All of the data should be output character for character, except the pictures.

***

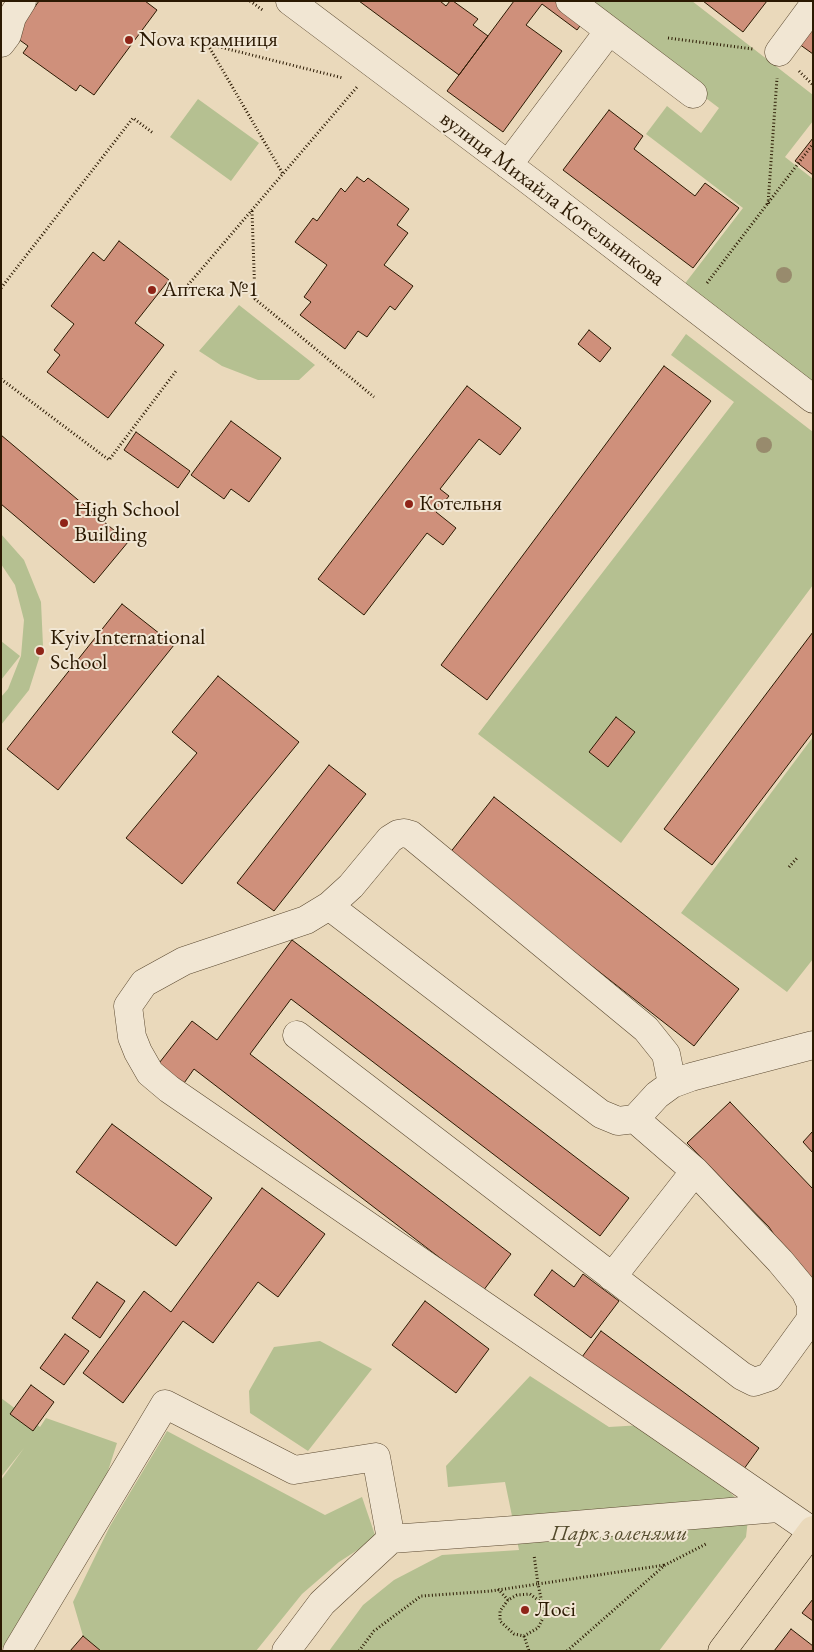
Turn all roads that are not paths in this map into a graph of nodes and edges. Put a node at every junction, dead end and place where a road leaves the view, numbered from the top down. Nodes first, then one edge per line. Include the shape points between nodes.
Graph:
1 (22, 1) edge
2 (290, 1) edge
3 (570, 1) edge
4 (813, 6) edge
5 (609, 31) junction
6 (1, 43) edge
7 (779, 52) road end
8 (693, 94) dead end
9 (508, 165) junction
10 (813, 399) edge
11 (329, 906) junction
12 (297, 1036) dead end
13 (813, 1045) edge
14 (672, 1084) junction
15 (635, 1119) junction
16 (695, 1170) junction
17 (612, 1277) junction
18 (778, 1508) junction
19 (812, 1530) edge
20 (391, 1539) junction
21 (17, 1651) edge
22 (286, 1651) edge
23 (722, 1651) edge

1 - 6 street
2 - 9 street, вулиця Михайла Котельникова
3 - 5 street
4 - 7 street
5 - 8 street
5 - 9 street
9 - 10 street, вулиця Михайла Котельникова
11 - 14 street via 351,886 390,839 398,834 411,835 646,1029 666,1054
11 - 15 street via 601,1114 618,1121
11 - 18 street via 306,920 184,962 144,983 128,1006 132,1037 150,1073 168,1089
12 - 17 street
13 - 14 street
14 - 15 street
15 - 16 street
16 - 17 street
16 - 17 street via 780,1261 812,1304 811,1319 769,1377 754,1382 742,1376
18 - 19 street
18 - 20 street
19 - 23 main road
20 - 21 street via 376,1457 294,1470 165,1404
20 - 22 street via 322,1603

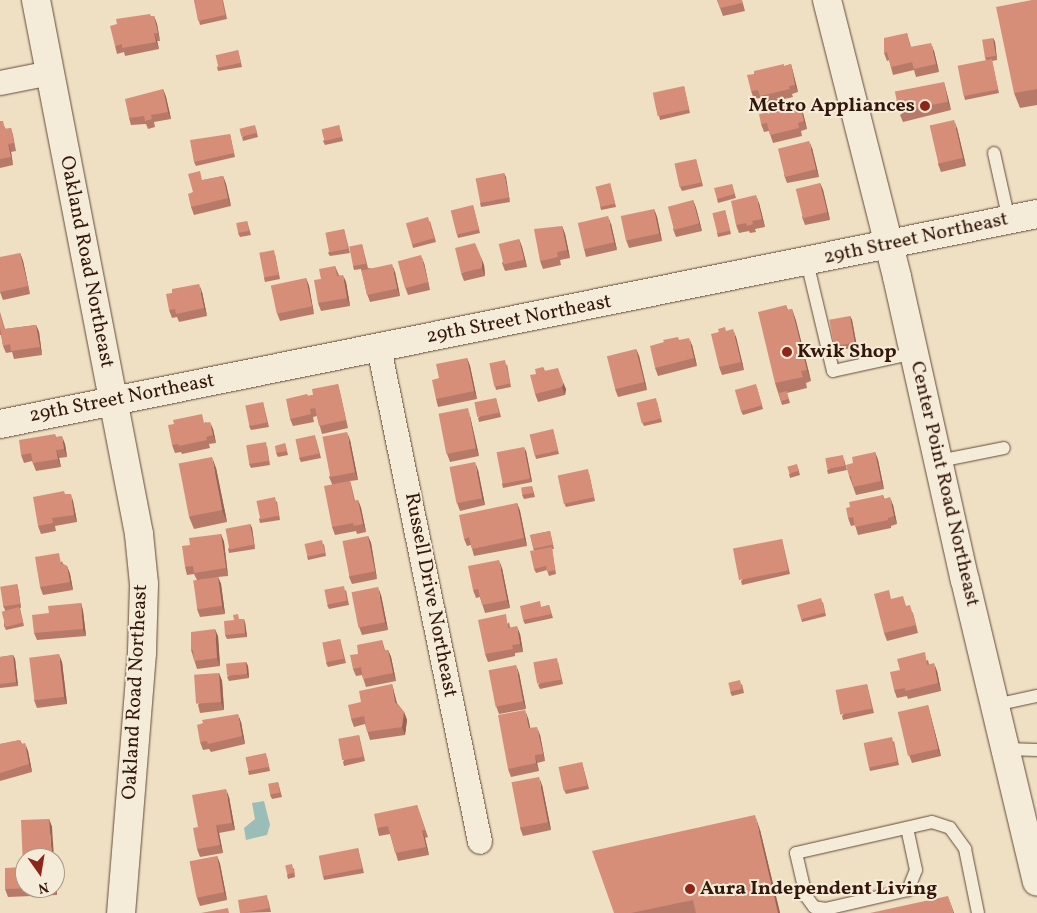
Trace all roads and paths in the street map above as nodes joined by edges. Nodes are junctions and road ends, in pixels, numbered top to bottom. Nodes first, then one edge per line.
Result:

***

● Task output:
Turn all roads that are not paths in this map into a graph of nodes and edges. Put a node at every junction, dead end and place where a road leaves the view, numbered from the top down. Nodes first, then one edge per line. Include the shape points between nodes.
Graph:
1 (22, 1) edge
2 (290, 1) edge
3 (570, 1) edge
4 (813, 6) edge
5 (609, 31) junction
6 (1, 43) edge
7 (779, 52) road end
8 (693, 94) dead end
9 (508, 165) junction
10 (813, 399) edge
11 (329, 906) junction
12 (297, 1036) dead end
13 (813, 1045) edge
14 (672, 1084) junction
15 (635, 1119) junction
16 (695, 1170) junction
17 (612, 1277) junction
18 (778, 1508) junction
19 (812, 1530) edge
20 (391, 1539) junction
21 (17, 1651) edge
22 (286, 1651) edge
23 (722, 1651) edge

1 - 6 street
2 - 9 street, вулиця Михайла Котельникова
3 - 5 street
4 - 7 street
5 - 8 street
5 - 9 street
9 - 10 street, вулиця Михайла Котельникова
11 - 14 street via 351,886 390,839 398,834 411,835 646,1029 666,1054
11 - 15 street via 601,1114 618,1121
11 - 18 street via 306,920 184,962 144,983 128,1006 132,1037 150,1073 168,1089
12 - 17 street
13 - 14 street
14 - 15 street
15 - 16 street
16 - 17 street
16 - 17 street via 780,1261 812,1304 811,1319 769,1377 754,1382 742,1376
18 - 19 street
18 - 20 street
19 - 23 main road
20 - 21 street via 376,1457 294,1470 165,1404
20 - 22 street via 322,1603

Trace all roads and paths in the street map above as nodes joined by edges. Nodes are junctions and road ends, in pixels, numbered top to bottom. Nodes first, then one edge per line.
Result:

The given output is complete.